Rhadem: Councilor Lilibeth Nuño is one of the major supporters of the ordinance, and MUJER-LGBT has been working closely with her in drafting and making strategies for the [passing of the ordinance]. It so happened that one of our contacts in Taluksangay knew Asmin, the trans Sangguniang Kabataan (SK) treasurer of that place.
Asmin talked about experiencing job discrimination in the film. Can you tell us more about it?
Rhadem: Asmin currently gets her income from working as an SK treasurer. Before she got that job, she used to work as a [house-to-house] helper and nanny to support her family. Many close-minded people in the Philippines think that trans people [willingly choose] work in undesirable environments such as sex work. But they fail to realize that most trans individuals have no choice but to walk that path and endure ridicule, insults and discrimination. Most Muslim businesses, and sometimes even government posts in conflict areas, do not accept or hire trans workers. If there are many trans folk in Metro Manila who have a hard time getting hired because of their gender [identity] or how they look, how much harder is it for trans individuals in Bangsamoro or other conservative provinces?
Asmin referred to herself in the documentary as a trans woman and with the term “bantot” meaning gay. Is there a reason behind this?
Rhadem: Yes, in the Moro language, we don’t have a specific or designated word for transgender folk. Many Moro and Mindanao folk still call trans people gay.
In the film, a local religious leader talked about “accepting” LGBTQIA+ individuals when they’re productive. Do you think that there’s a double standard for the LGBTQIA+?
Rhadem: Yes, just like Indigenous people, the LGBTQIA+ community usually has to prove their worth and work twice as hard for others to even tolerate their existence. That isn’t acceptance, in my opinion. There are many Moro religious leaders who don’t even recognize the existence of LGBTQIA+ as something natural. Some still support conversion therapy and [approaches] such as forced marriage and legalized rape.
Given the politics in Moro and other religious regions, [including] the religious leader [featured in the film is like a] light in the darkest room. It gives [me] hope that in some way, they are open to embracing the LGBTQIA+ as their equals in the near future.
Watch out for the official launch of our documentary film #BUDJANG online at Southeast Asia Queer Cultural Festival this month!

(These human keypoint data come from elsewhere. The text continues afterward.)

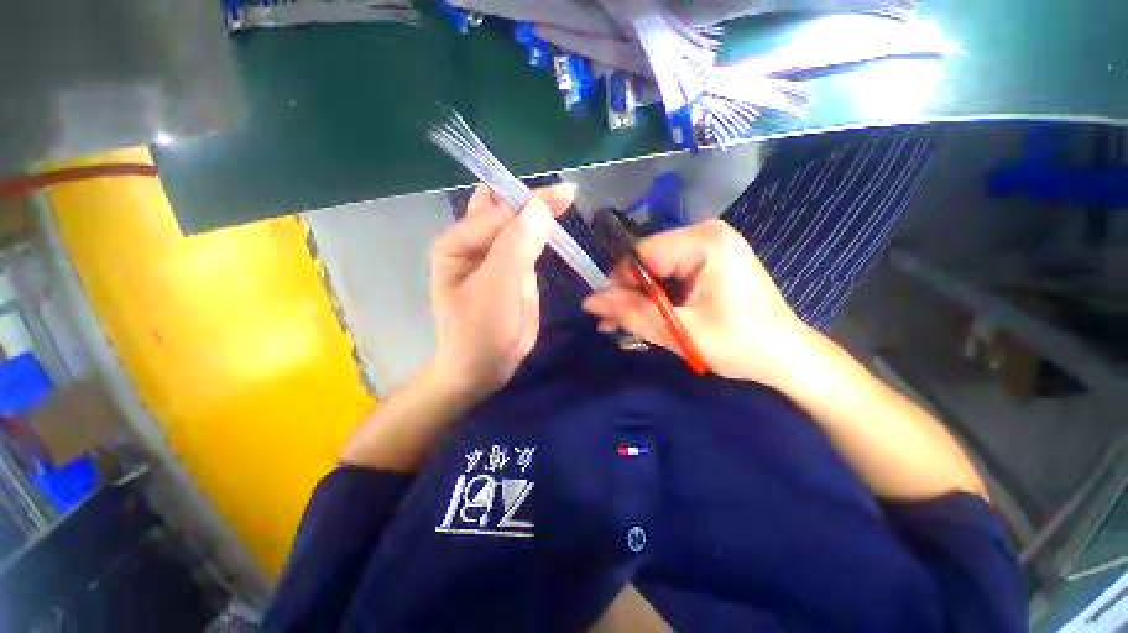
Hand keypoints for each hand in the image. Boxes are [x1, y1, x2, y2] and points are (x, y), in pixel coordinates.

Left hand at [429, 183, 575, 398]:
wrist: (484, 367)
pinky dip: (544, 235)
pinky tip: (556, 227)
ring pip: (520, 225)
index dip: (532, 202)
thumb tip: (541, 206)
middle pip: (505, 209)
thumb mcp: (497, 289)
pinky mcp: (513, 270)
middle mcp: (474, 243)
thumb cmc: (481, 331)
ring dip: (540, 215)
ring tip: (566, 201)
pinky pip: (529, 245)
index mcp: (458, 242)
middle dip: (534, 201)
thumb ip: (517, 247)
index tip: (568, 195)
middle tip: (567, 196)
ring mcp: (495, 256)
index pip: (498, 211)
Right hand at [583, 219, 808, 385]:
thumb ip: (634, 313)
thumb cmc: (742, 344)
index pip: (642, 255)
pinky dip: (655, 299)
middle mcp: (705, 234)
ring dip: (639, 300)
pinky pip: (669, 277)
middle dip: (629, 295)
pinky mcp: (707, 264)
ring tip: (623, 326)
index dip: (621, 285)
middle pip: (647, 262)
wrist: (786, 357)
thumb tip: (589, 301)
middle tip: (613, 325)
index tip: (610, 315)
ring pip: (654, 271)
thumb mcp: (682, 332)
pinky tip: (645, 318)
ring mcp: (707, 247)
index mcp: (706, 242)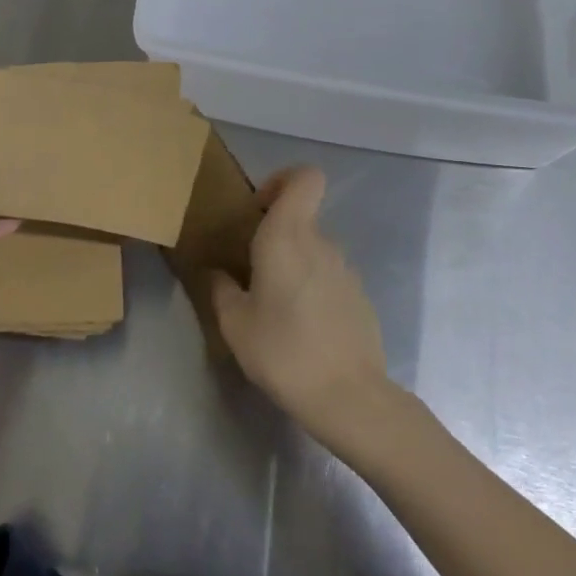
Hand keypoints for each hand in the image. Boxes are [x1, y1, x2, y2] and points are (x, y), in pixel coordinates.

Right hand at [210, 167, 394, 449]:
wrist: (349, 397)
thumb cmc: (284, 352)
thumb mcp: (235, 324)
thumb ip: (221, 289)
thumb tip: (216, 272)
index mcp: (289, 235)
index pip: (305, 177)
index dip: (282, 180)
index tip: (258, 209)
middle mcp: (321, 242)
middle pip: (301, 217)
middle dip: (275, 236)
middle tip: (251, 273)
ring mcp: (346, 269)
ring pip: (314, 250)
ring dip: (293, 266)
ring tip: (273, 308)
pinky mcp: (360, 296)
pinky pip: (329, 277)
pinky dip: (312, 289)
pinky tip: (302, 329)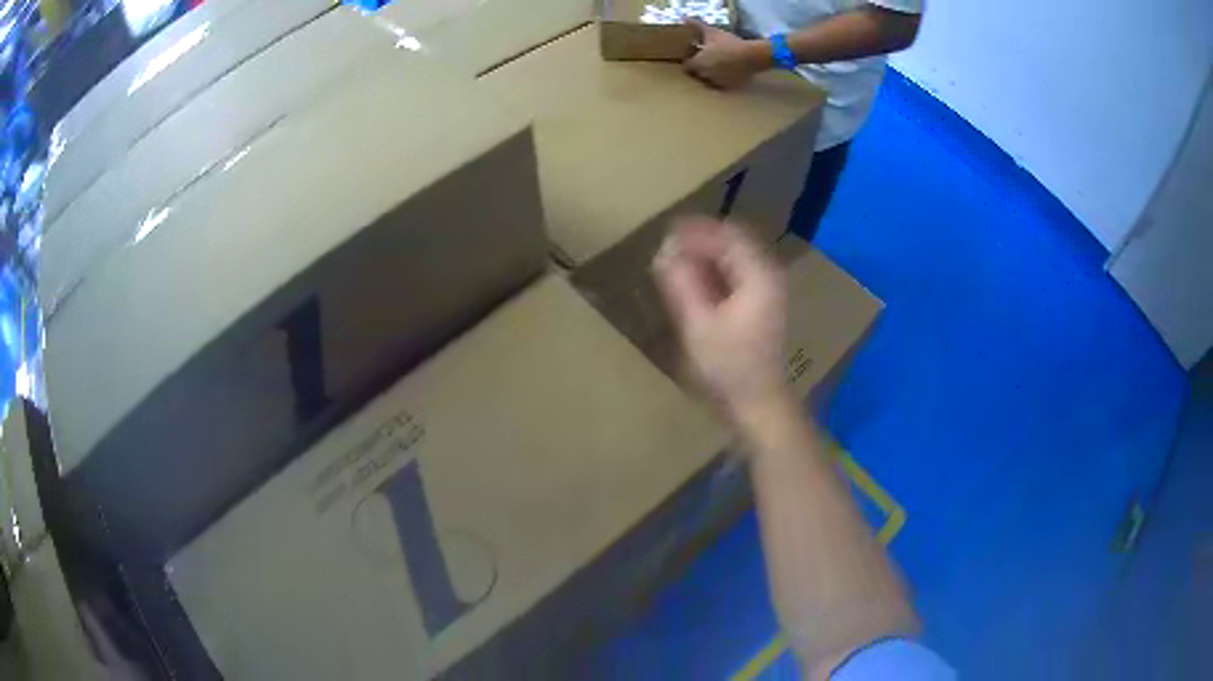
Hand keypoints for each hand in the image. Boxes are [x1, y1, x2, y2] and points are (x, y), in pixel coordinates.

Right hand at [653, 217, 788, 418]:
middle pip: (733, 240)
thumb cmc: (729, 366)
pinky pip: (737, 270)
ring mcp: (768, 287)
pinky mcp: (762, 300)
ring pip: (734, 254)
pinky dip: (714, 268)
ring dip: (706, 253)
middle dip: (699, 240)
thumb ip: (680, 283)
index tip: (665, 234)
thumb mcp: (698, 324)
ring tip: (675, 260)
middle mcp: (768, 273)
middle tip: (667, 246)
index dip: (695, 230)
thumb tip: (663, 251)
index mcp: (759, 274)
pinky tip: (693, 278)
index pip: (727, 234)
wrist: (758, 400)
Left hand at [684, 19, 769, 88]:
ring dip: (711, 74)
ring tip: (718, 64)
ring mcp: (717, 82)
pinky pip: (721, 84)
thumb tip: (684, 18)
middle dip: (699, 67)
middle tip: (706, 58)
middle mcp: (705, 75)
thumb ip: (697, 26)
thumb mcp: (712, 32)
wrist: (751, 56)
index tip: (694, 55)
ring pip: (709, 80)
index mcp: (698, 63)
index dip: (690, 60)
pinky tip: (728, 71)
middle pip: (697, 74)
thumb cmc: (729, 43)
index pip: (687, 66)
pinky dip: (722, 79)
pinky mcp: (729, 87)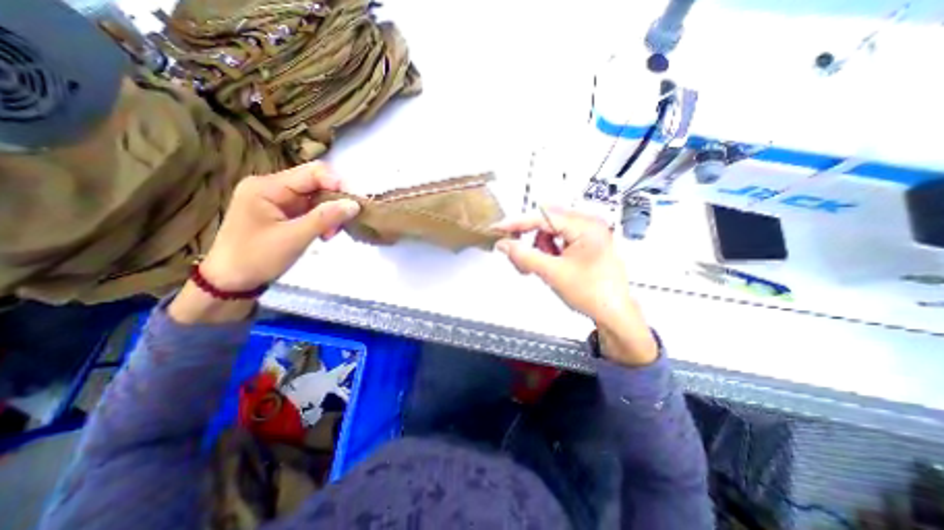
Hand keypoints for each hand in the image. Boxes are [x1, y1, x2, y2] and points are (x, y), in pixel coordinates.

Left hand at [165, 162, 357, 326]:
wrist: (231, 281)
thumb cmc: (257, 258)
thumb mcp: (294, 238)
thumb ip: (325, 218)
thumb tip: (354, 204)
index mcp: (267, 186)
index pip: (312, 172)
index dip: (337, 183)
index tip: (354, 203)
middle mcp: (273, 187)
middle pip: (316, 183)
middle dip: (335, 201)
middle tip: (346, 222)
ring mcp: (279, 200)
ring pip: (317, 197)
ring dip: (331, 213)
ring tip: (332, 233)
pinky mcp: (285, 212)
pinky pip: (312, 209)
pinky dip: (324, 219)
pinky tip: (326, 233)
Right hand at [494, 209, 657, 364]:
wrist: (614, 314)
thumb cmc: (591, 293)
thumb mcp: (553, 273)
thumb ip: (525, 256)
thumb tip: (503, 244)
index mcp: (585, 226)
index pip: (543, 217)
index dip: (517, 223)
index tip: (498, 228)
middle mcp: (588, 223)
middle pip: (547, 223)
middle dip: (531, 240)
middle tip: (520, 258)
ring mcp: (588, 233)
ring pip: (551, 232)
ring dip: (540, 248)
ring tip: (540, 268)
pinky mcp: (586, 243)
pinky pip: (559, 240)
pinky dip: (549, 252)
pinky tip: (549, 266)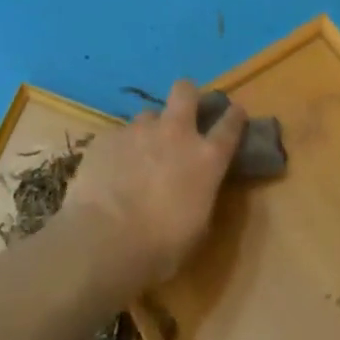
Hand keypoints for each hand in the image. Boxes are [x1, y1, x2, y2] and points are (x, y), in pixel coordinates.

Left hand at [64, 80, 245, 289]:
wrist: (104, 241)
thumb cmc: (160, 247)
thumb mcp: (197, 227)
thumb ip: (200, 194)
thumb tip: (195, 186)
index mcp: (205, 158)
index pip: (229, 125)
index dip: (234, 116)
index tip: (235, 113)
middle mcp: (175, 133)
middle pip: (185, 91)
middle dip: (187, 95)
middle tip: (183, 113)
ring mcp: (138, 130)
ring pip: (149, 115)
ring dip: (150, 130)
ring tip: (139, 155)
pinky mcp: (108, 136)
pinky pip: (119, 135)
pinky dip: (120, 149)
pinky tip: (111, 171)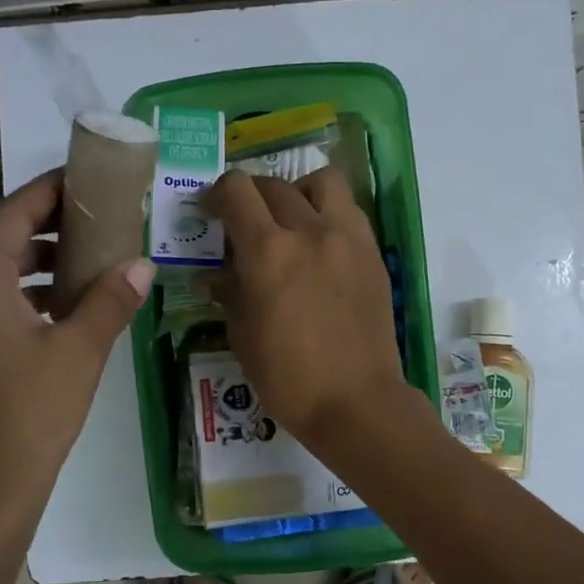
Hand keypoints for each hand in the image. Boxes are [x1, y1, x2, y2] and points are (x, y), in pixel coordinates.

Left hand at [0, 169, 154, 508]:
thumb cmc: (32, 413)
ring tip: (73, 262)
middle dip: (30, 219)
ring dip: (19, 255)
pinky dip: (6, 287)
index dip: (47, 191)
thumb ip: (110, 300)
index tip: (83, 179)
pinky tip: (48, 306)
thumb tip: (143, 264)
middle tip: (80, 221)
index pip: (10, 213)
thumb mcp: (80, 351)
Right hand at [207, 167, 405, 447]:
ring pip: (322, 182)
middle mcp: (309, 231)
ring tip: (291, 220)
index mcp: (268, 252)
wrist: (356, 401)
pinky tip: (320, 244)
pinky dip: (328, 213)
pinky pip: (349, 211)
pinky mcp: (373, 253)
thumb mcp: (242, 336)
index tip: (210, 212)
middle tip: (244, 223)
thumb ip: (229, 293)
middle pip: (274, 184)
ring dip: (298, 192)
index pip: (236, 191)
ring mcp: (347, 238)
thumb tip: (217, 274)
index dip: (216, 194)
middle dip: (250, 196)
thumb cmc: (288, 378)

Rhadem: I have made a few documentaries focusing on Mindanao history, culture, arts and human rights issues. [Each one was] screened [abroad] and some even garnered recognition and awards. But I still feel that there is much to be done when it comes to awareness and representation. Many of my audiences, in first- or third-world countries, still can’t believe that there are Moro Muslims in the Philippines and how colonial powers massacred and [nearly] erased us from history books.
It is also difficult for me to screen my documentaries here in the Philippines because we have [a small] market for them. That’s why being able to share the stories of my people with the international community is very significant for me [and] those who also want to feel that they belong—be they the LGBTQIA+, the Moro Sultanates, Bangsamoro, or the women and children of Mindanao. If I can’t help educate my fellow Filipinos, I’ll [try doing it internationally] instead.
What’s your message to members of the Muslim LGBTQIA+ community?
Rhadem: Always stand for your rights and be strong enough to fight for them, in whatever way you can. Our time might not be now, but let’s make sure that the next generation of LGBTQIA+ Moro will have a better, kinder and more accepting [future].